Surely, if it were a question of choosing a jury, I would be disqualified because my previous acquaintance with the matters at hand could not help put prejudice my hearing of the narratives embedded in trial testimony. If, however, I was a candidate for a diplomatic posting in Amman, the fact that I had gone to prep school with the King of Jordan would surely count in my favor.

Is this patient the same one whose treatment I supervised or is he a different patient?

The first resident, male, older than many residents, a dissenter from a family of businesspeople and lawyers, had quite a sponsoring, approving optimistic view of the patient, who was a rather rambunctious businessman who had known real success and then real failure, boom and bust. The resident was wholeheartedly interested in the patient.

The patient was in his forties, not successful in relationships, trying to recoup his losses and rebuild. Also, he had suffered profound losses and neglect in his childhood, been involved in cycles of boom and bust all his life. Nor had the cycles of boom and bust spared the holding environment on which he depended for care and comfort.

The first resident liked the patient and the patient had no trouble taking this in. There were some minor boundary questions with the resident doing perhaps a bit too much for the patient and even being a little bit conned by the patient.

We discussed these in supervision and how they had their good points and their bad points. Doing for a patient can sponsor a patient’s efforts to do for himself as well as subvert them. Psychotherapy is a balancing act. A seal balancing a striped colored ball on his nose comes to mind.

So I say nothing to this current resident about my previous life with this patient. I go on listening, noticing that as I do so, I am making many different comparisons in my mind between how she portrays the patient and how I knew the patient before I knew her as the patient’s psychiatrist.

I feel mildly guilty because I feel that I am holding out on her, keeping something to myself that might be germane to her work. I wonder what she may be withholding from me, what the patient may be withholding from her, because withholding is always part of the communicative process, often motivated by shame.

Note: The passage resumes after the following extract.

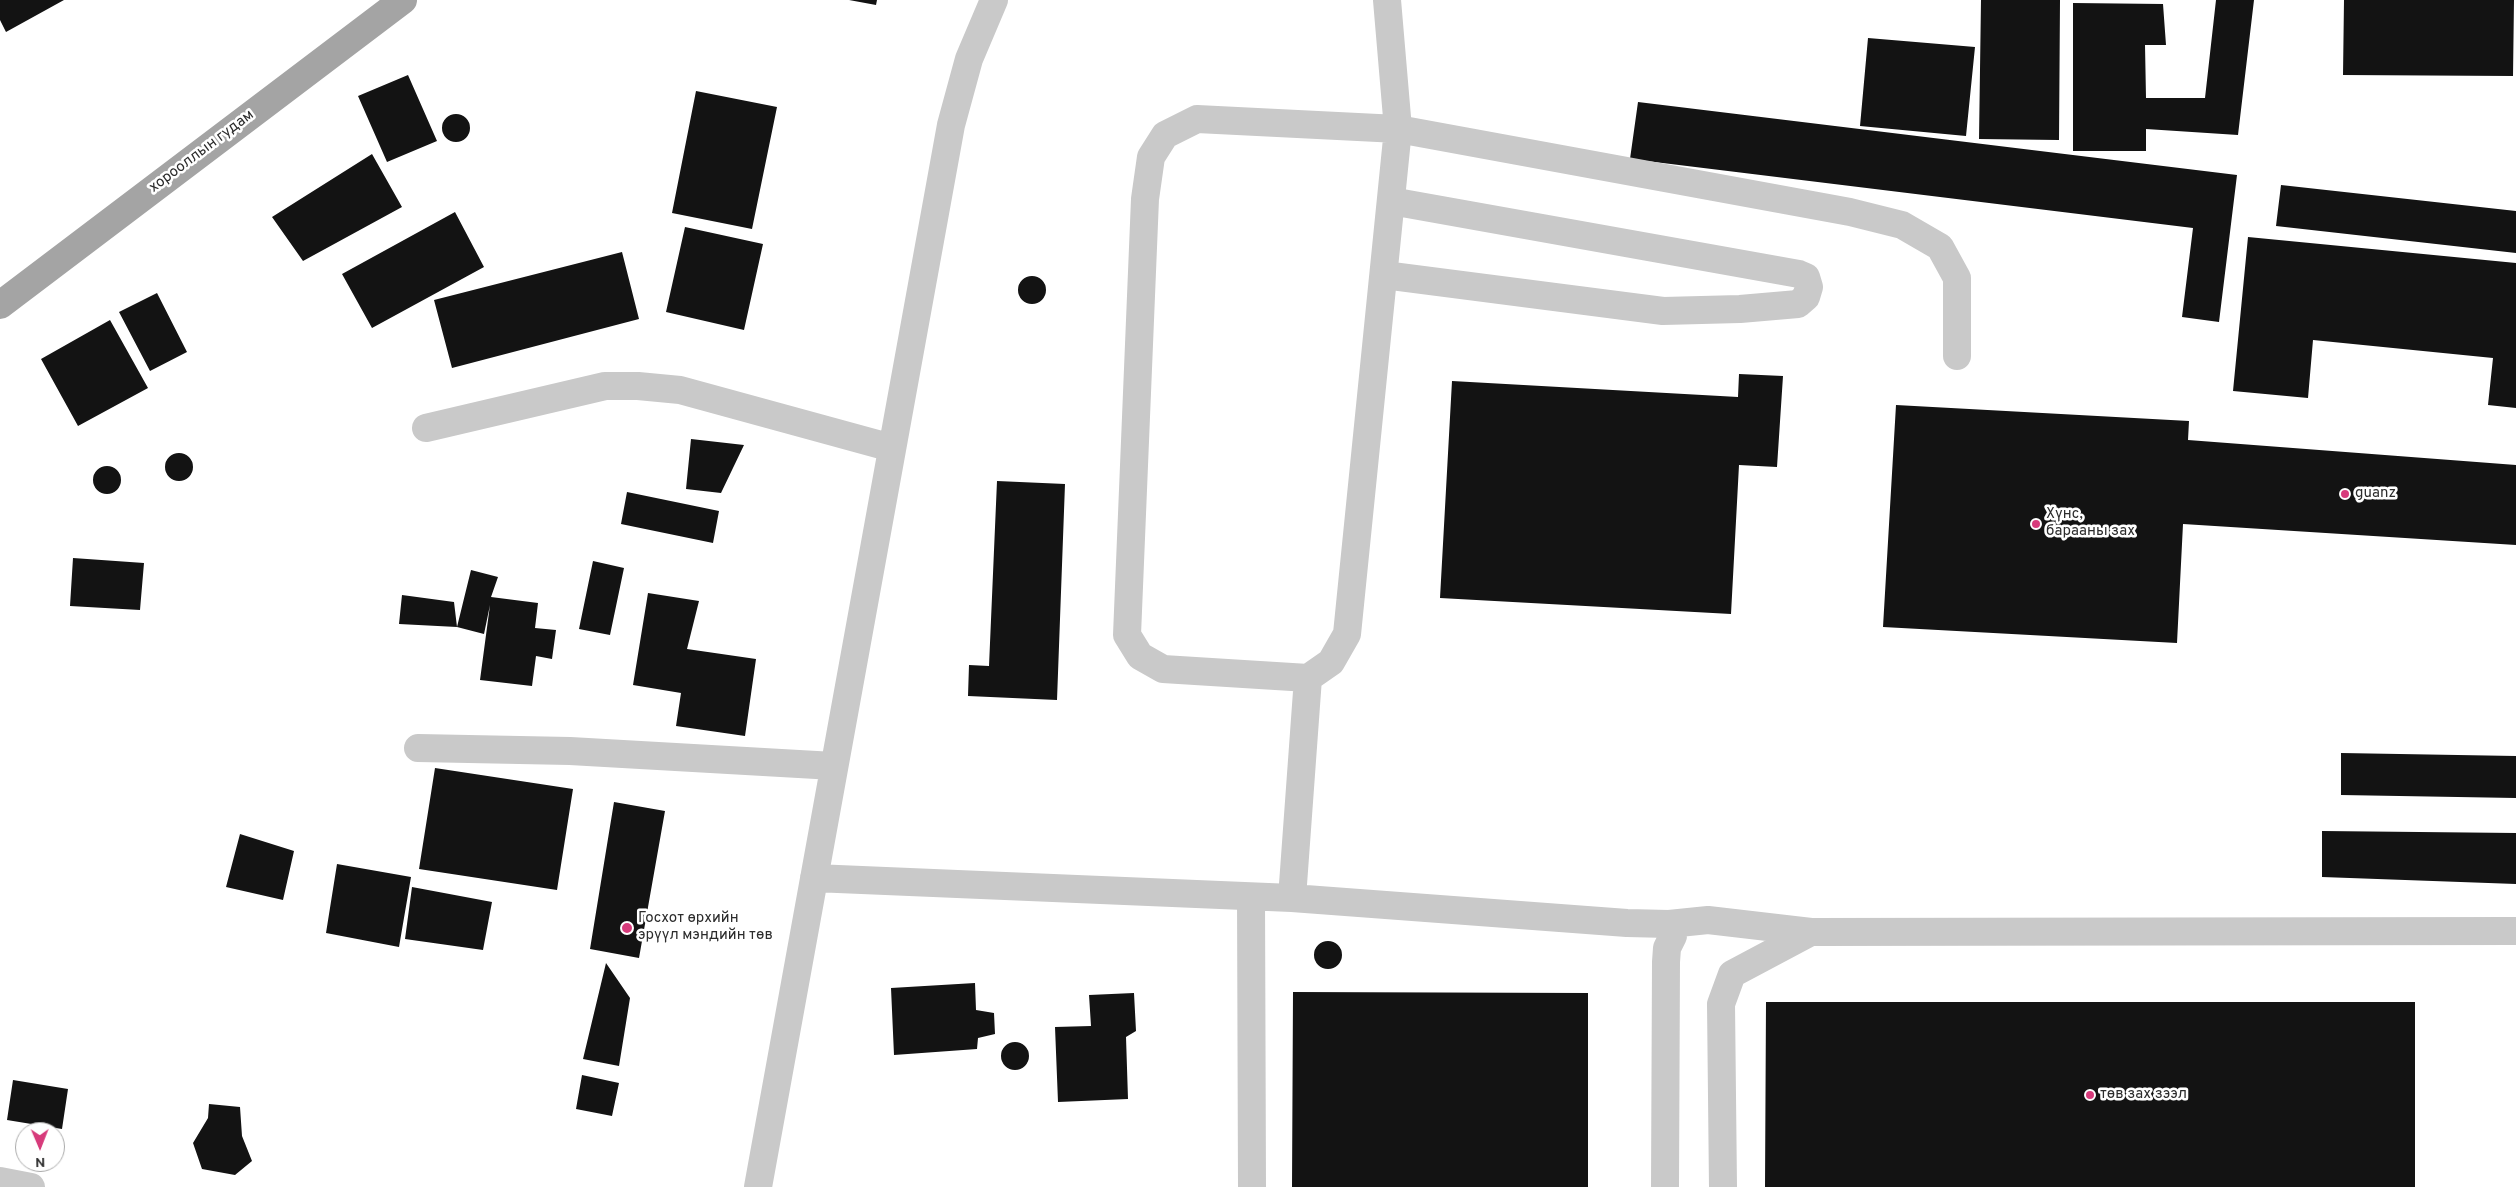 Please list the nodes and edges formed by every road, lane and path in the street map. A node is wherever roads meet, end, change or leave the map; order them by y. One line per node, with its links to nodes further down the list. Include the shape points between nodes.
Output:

I am very interested in how her manifestation of the patient is richly at odds with the first psychiatric resident’s. I get the idea that she is frightened of him, that she is aggravated by what she feels as a hyper-masculine vanity, treading near the border of aggression. At least it is overbearing, demeaning of her and her authority and competence.

She does not grasp that she is feeling what he feels in the face of her therapeutic presence– at least one down, not sure how to change the position, ashamed to be where he is and unwilling to talk about it.

I try to discuss this with the resident. The discussion does not go all that well. I feel clumsy, as if I were treading on her toes at each step. She feels in relationship to me something akin to what is active between her and her patient. Our discussion is eerily competitive. What makes it eerie is that the competition is not acknowledged in any way. We are wrestlers who refuse to acknowledge we are wrestling.

The image is close to sexual, so that I become aware of the dimensions of sexual intimacy between her and her patient as well as between the two of us. Wrestling involves an enormous amount of contact. I am stunned how different this treatment is from the previous one.

But it is also true that in my wanderings and wonderings I manage to free myself from comparing the two treatments in a way that privileges one over the other. The patient is the same patient and not the same patient. A person is a territory vast as a continent, so there is plenty of room for the most diverse explorations. Cooking for the demented aunt is a bivouac common to both treatments, indicative of the patient’s capacity to take care not just to seek care.